3:3 - Herthas Achterbahnfahrt gegen Leverkusen

(ub) – Es war das spektakulärste Heimspiel, das in dieser Saison im Olympiastadion geboten wurde. Beim 3:3 (2:1) gegen Bayer Leverkusen zeigte die Mannschaft von Hertha BSC auf 90 Minuten verteilt, vor 44.541 Zuschauern das gesamte Repertoire – an Stärken und Schwächen.

Thomas Kraft Bewahrte seine Mannschaft in der zweiten Hälfte mehrfach vor weiteren Gegentoren. Am Dreier-Pack von Derdiyok war der Torwart machtlos. Note 3

Christian Lell Engagiert, im Vorwärtsgang ordentlich. Lell brachte 81 Prozent seiner Pässe zum eigenen Mann. Aber Zweikämpfe sind weiterhin nicht seine Stärke, er gewann nur 41 Prozent. Note 4

Roman Hubnik Der bessere der beiden Innenverteidiger. 70 Prozent gewonnene Zweikämpfe, mehrfach bügelte der Tscheche Patzer von Nebenmann Mijatovic aus. Konnte beim ersten Gegentor den Pass auf Derdiyok nicht verteidigen. Note 4

Andre Mijatovic Befeuerte unfreiwillig die Diskussion nach seiner Bundesliga-Tauglichkeit. Nicht nur 41 Prozent gewonnene Zweikämpfe sind zuwenig für einen Manndecker. Beim zweiten und dritten Gegentor des schnellen Derdiyok sah der Kapitän nicht gut aus. Note 5

Levan Kobiashvili Schwer zu bewerten: Der Georgier war der Zweikampfstärkste Herthaner (mit Hubnik/ 70 %). Er hatte die meisten Ballkontakte aller Herthaner. Verschoss aber mutlos den Elfmeter. Und bereitete mit einem Fehler den 2:2-Ausgleich vor. Und gab die Vorlage zum 3:3 von Lasogga Note 4

Andreas Ottl Eine der besseren Partien des defensiven Mittelfeldspielers.

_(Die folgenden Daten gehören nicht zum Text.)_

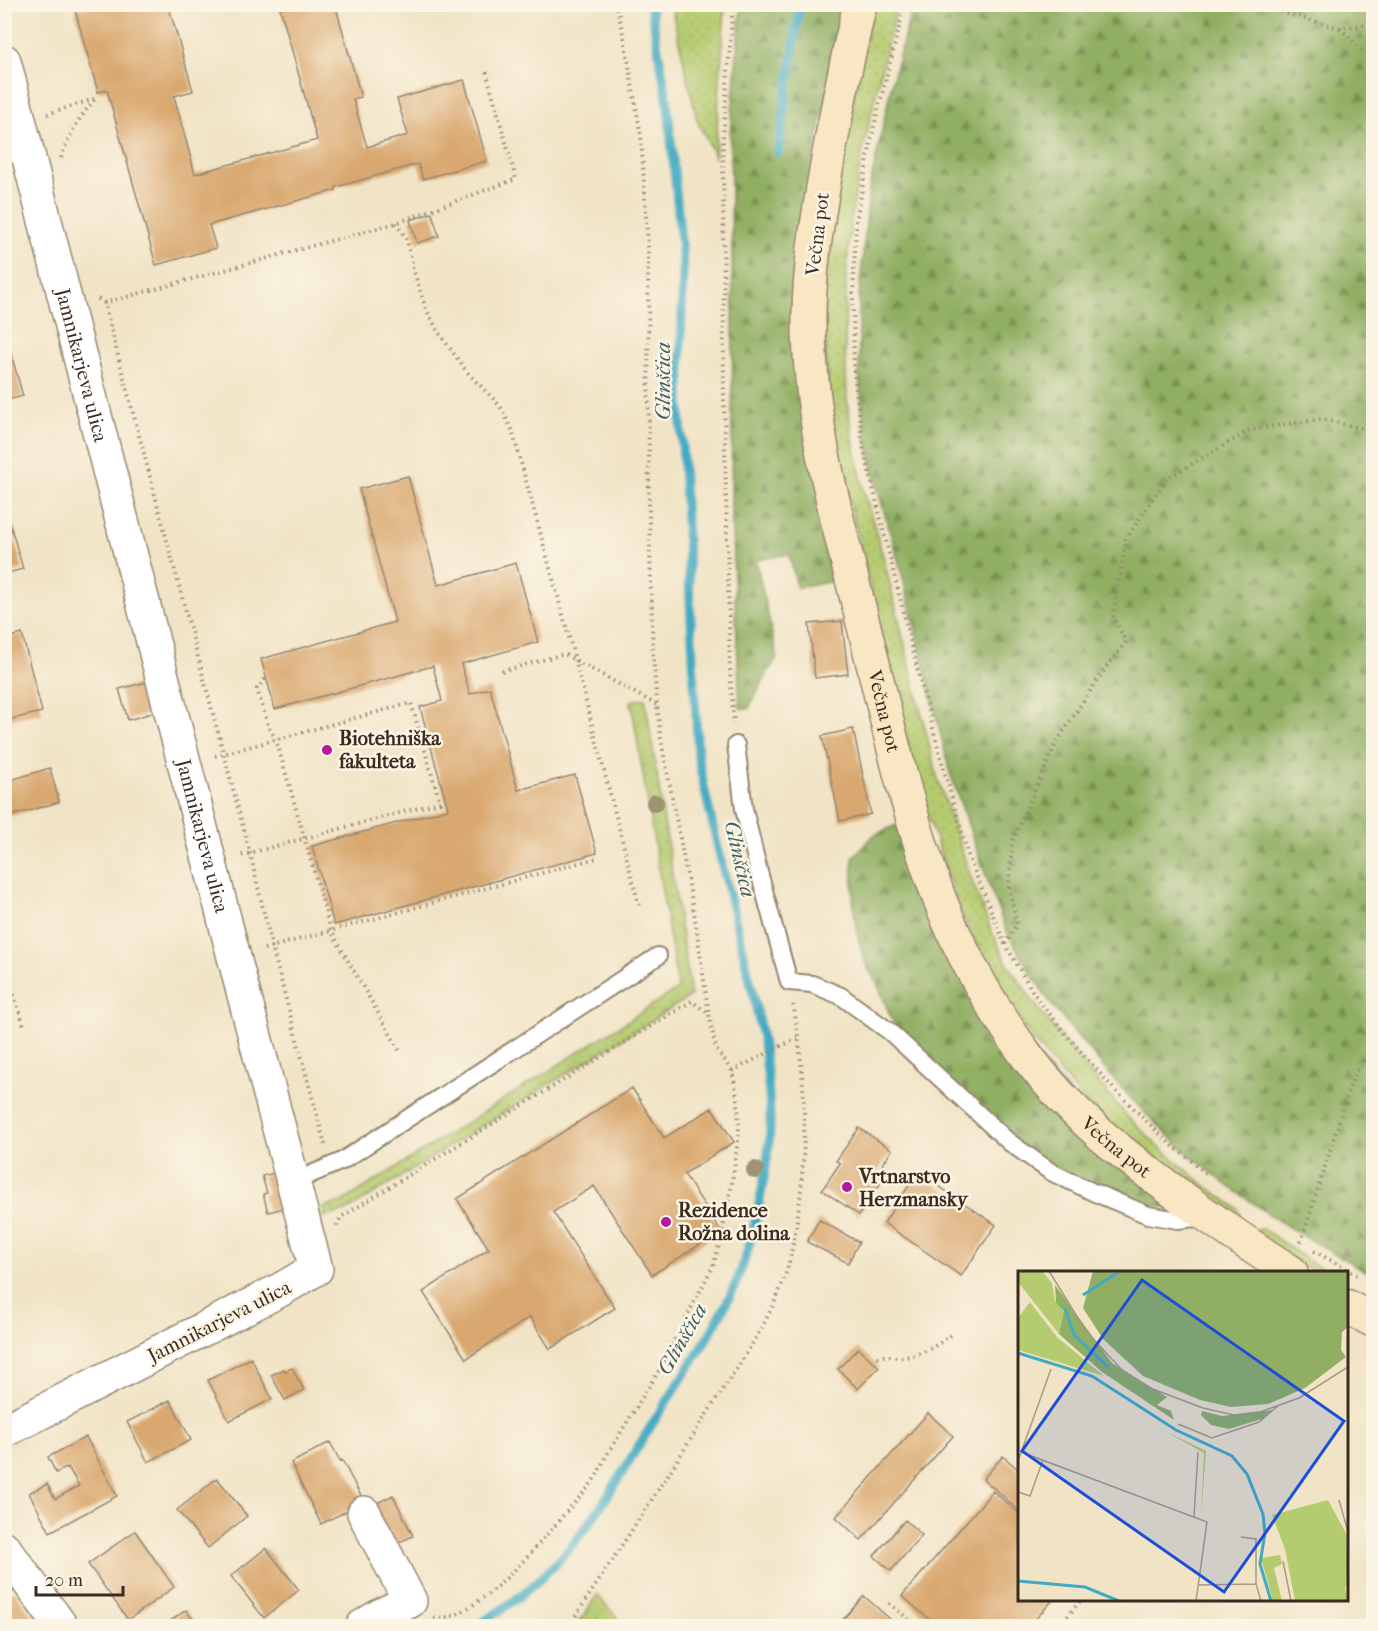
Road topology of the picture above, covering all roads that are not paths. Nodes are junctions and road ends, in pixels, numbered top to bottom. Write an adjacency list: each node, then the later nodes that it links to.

Hatte sichtlich Freude am Hauen und Stechen mit den ballsicheren Leverkusenern. Sein ‚vorletzter Pass‘ auf Raffael war großes Fußball-Kino, der Brasilianer legte Lasogga das 1:0 auf. Doch als Hertha nach der Pause am Schwimmen war, schwamm Ottl mit. Note 3

Peter Niemmeyer Ähnlich überzeugend wie Ottl. Gewann noch mehr Zweikämpfe als der Kollege. Musste am Ende aus taktischen Gründen Ramos Platz machen. Note 3

Patrick Ebert Defensiv solide, in der Offensive kaum zu sehen. Kaum zu glauben, aber Ebert kam auf nur 20 Ballkontakte. War nach einem Foul von Kadlec kurz vor der Halbzeit deutlich gehandicapt. Vielleicht wäre ein Wechsel zur Pause (statt nach 61 Minuten) besser gewesen. Note 4

Raffael Herthas Unverzichtbarer hat schon stärkere Spiele abgeliefert. Bereitete das 1:0 von Lasogga perfekt vor. Schleppte die Bälle, aber ihm fehlte Kumpel Ramos, um das schnelle Konterspiel aufzuziehen. Note 4

Nikita Rukavytsya Herthas Unvollständiger. Der Australier zirkelte zwei brandgefährliche Freistöße in den Bayer-Strafraum. Einer landete zum 2:0 im Netz, einer wurde (zu Unrecht) abgepfiffen. Katastrophal dagegen die Vorlage von Rukavystsya in die Strafraummitte, die das sichere 3:1 bedeutet hätte – den Ball hätte nicht mal Valeri Borsov ersprinten können. Insgesamt fehlt ihm weiter die Bindung ins Spiel Note 4

Pierre-Michel Lasogga Der Torjäger kann auch Kampfschwein. Sein erster Treffer war klassisch und ruhig. Der zweite dagegen ein Triumph des Willens, nach all’dem Aufwand, den Sieg Leverkusen partout nicht zu überlassen. Note 2

Änis Ben-Hatira Ersetzte Ebert. Arbeitete mit, hatte Pech, dass bei dem einen gefährlichen Konter, den er hatte, Bayer-Torwart Leno vor ihm am Ball war.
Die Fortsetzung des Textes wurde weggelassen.